下面的序列图展示了一个包含三个任务的工作流,其中第二个任务失败,触发对第一个任务的补偿。

sequenceDiagram participant Client participant Engine participant Coordinator participant Agent1 as Validate Agent participant Agent2 as Analyze Agent participant Comp1 as Compensate Validate Client->>Engine: 启动工作流 Engine->>Coordinator: 记录开始 Engine->>Agent1: 调用 validate_task Agent1-->>Engine: 成功 Engine->>Coordinator: 报告成功 Coordinator->>Engine: 推进到 analyze_task Engine->>Agent2: 调用 analyze_task Agent2-->>Engine: 失败! Engine->>Coordinator: 报告失败 Coordinator->>Coordinator: 决定补偿 (逆序) Coordinator->>Engine: 开始补偿流程 Engine->>Comp1: 调用 compensate_validation Comp1-->>Engine: 补偿成功 Engine->>Coordinator: 报告补偿完成 Coordinator->>Client: 工作流状态: COMPENSATED

6.2 工作流引擎状态机流程图

工作流引擎的核心是一个状态机,驱动整个Saga的生命周期。

graph LR A[CREATED] -->|start_workflow| B[RUNNING] B -->|所有任务成功| C[COMPLETED] B -->|某个任务失败| D[COMPENSATING] D -->|所有补偿成功| E[COMPENSATED] D -->|任何补偿失败| F[FAILED] B -->|手动暂停| G[PAUSED] G -->|恢复| B style A fill:#e1f5fe style C fill:#e8f5e8 style E fill:#fff3e0 style F fill:#ffebee

7. 扩展说明与最佳实践

  1. 持久化层增强:本项目使用文件模拟持久化,生产环境应替换为数据库。

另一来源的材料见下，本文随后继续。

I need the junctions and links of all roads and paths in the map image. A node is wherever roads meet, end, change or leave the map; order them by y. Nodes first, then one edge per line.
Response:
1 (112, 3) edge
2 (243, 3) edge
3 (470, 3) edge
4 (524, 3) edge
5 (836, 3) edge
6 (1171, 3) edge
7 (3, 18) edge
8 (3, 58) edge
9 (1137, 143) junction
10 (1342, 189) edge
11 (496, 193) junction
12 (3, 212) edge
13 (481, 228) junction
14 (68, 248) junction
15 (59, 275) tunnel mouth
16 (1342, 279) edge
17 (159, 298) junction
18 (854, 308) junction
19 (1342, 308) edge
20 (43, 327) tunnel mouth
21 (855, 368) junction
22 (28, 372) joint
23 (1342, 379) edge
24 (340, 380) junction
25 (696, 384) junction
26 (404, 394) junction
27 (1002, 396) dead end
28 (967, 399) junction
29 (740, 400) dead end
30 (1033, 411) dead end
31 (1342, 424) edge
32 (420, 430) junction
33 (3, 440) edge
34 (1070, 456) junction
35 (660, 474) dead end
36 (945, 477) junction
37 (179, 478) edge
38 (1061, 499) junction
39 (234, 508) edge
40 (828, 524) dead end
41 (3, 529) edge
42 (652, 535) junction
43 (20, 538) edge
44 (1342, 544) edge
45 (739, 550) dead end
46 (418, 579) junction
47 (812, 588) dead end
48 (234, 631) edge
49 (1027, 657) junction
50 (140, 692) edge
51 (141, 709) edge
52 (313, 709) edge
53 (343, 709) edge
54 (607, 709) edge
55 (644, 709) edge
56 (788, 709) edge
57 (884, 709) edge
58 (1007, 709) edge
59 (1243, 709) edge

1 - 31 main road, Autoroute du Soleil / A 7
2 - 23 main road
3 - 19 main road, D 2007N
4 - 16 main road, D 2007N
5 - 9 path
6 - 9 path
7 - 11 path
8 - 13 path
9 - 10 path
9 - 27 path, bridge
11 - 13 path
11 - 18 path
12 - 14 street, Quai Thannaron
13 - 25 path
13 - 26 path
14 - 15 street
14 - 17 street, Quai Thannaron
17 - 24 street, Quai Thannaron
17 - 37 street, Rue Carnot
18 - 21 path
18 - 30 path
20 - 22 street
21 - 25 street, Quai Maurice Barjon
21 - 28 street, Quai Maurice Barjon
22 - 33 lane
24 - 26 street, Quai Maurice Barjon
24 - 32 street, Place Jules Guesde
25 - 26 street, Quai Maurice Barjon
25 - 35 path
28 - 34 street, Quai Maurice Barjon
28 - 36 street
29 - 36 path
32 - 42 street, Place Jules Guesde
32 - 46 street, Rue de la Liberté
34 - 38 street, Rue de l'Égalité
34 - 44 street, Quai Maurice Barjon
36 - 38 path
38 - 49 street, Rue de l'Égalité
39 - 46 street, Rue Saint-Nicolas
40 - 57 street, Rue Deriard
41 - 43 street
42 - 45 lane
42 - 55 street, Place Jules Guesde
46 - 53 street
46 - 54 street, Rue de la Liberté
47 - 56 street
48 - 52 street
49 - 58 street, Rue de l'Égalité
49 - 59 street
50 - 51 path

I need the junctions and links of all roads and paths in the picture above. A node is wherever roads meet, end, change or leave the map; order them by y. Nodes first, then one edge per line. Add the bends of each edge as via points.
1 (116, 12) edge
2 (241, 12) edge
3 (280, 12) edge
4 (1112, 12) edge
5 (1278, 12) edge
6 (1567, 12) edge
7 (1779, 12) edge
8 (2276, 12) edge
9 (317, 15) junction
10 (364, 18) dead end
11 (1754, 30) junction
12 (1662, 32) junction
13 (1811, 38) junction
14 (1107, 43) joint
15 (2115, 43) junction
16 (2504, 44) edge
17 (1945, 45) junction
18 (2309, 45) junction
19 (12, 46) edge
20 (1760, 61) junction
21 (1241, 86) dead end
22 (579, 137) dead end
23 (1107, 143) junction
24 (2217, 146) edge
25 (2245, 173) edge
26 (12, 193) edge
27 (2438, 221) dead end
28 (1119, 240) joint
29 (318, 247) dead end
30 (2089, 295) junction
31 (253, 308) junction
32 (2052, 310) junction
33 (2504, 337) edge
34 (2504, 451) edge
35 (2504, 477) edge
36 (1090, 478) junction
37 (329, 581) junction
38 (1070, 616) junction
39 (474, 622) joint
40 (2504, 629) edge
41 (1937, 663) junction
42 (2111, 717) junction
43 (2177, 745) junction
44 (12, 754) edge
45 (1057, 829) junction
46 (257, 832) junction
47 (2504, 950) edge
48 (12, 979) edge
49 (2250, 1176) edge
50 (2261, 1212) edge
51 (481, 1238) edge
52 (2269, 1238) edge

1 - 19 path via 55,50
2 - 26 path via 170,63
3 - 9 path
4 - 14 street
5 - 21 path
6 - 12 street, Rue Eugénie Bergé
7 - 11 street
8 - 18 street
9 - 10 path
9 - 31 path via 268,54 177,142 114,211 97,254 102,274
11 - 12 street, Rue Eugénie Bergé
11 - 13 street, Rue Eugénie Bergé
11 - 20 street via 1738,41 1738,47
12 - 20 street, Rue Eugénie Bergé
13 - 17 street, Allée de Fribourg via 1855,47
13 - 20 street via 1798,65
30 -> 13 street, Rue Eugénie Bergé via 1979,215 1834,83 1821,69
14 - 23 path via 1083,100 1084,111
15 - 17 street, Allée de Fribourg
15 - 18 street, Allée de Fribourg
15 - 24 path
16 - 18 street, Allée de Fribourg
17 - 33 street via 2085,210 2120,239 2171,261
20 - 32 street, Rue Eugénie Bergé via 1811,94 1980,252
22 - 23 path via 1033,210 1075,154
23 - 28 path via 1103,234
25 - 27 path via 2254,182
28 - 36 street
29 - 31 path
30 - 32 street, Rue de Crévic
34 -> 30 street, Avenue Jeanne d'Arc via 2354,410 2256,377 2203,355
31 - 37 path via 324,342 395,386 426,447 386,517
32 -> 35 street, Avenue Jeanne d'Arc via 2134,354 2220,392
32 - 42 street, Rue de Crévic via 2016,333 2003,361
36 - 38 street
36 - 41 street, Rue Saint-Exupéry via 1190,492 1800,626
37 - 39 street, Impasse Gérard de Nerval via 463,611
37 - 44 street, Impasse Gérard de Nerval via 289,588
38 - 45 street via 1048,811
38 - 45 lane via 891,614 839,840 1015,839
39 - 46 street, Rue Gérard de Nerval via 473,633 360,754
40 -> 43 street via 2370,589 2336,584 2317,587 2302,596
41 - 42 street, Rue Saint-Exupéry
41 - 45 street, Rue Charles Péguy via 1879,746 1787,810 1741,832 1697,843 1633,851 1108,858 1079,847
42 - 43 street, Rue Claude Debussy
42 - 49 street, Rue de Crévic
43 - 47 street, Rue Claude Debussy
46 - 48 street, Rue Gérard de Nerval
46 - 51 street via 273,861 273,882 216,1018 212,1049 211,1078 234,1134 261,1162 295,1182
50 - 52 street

建议使用具有事务能力的数据库(如PostgreSQL)来存储工作流状态和Saga日志,确保持久化操作本身的原子性。
  2. 通信机制:示例中的服务调用是同步的。在分布式系统中,应使用异步消息队列(如RabbitMQ、Kafka)进行解耦,使引擎、协调器和智能体服务之间通过事件驱动,提高系统的可伸缩性和可靠性。
  3. 超时与重试:智能体服务调用可能因网络或临时故障失败。应实现指数退避的重试机制,并为每个任务设置超时,避免工作流无限期挂起。
  4. 补偿事务的幂等性:补偿操作可能被多次调用(例如,协调器崩溃后重启)。必须确保补偿服务是幂等的,即多次执行产生的结果与一次执行相同。
  5. 可视化与监控:记录详细的Saga日志对于调试和监控至关重要。可以将其导出到ELK栈或时序数据库,并构建仪表盘来跟踪工作流的成功/失败率、补偿次数等关键指标。
  6. 模式选择:本项目实现了编排(Choreography)模式,适合中等复杂度、服务间耦合度低的场景。对于非常复杂或需要集中控制的流程,可以考虑协调(Orchestration)模式,即由一个中心协调器显式地命令每个参与者执行操作和补偿。

通过这个项目,我们展示了Saga模式如何为分布式智能体工作流提供强大的容错与最终一致性保障。虽然实现一个生产级的系统需要考虑更多边界情况,但本文提供的核心框架与代码已勾勒出关键路径,可作为深入开发的坚实起点。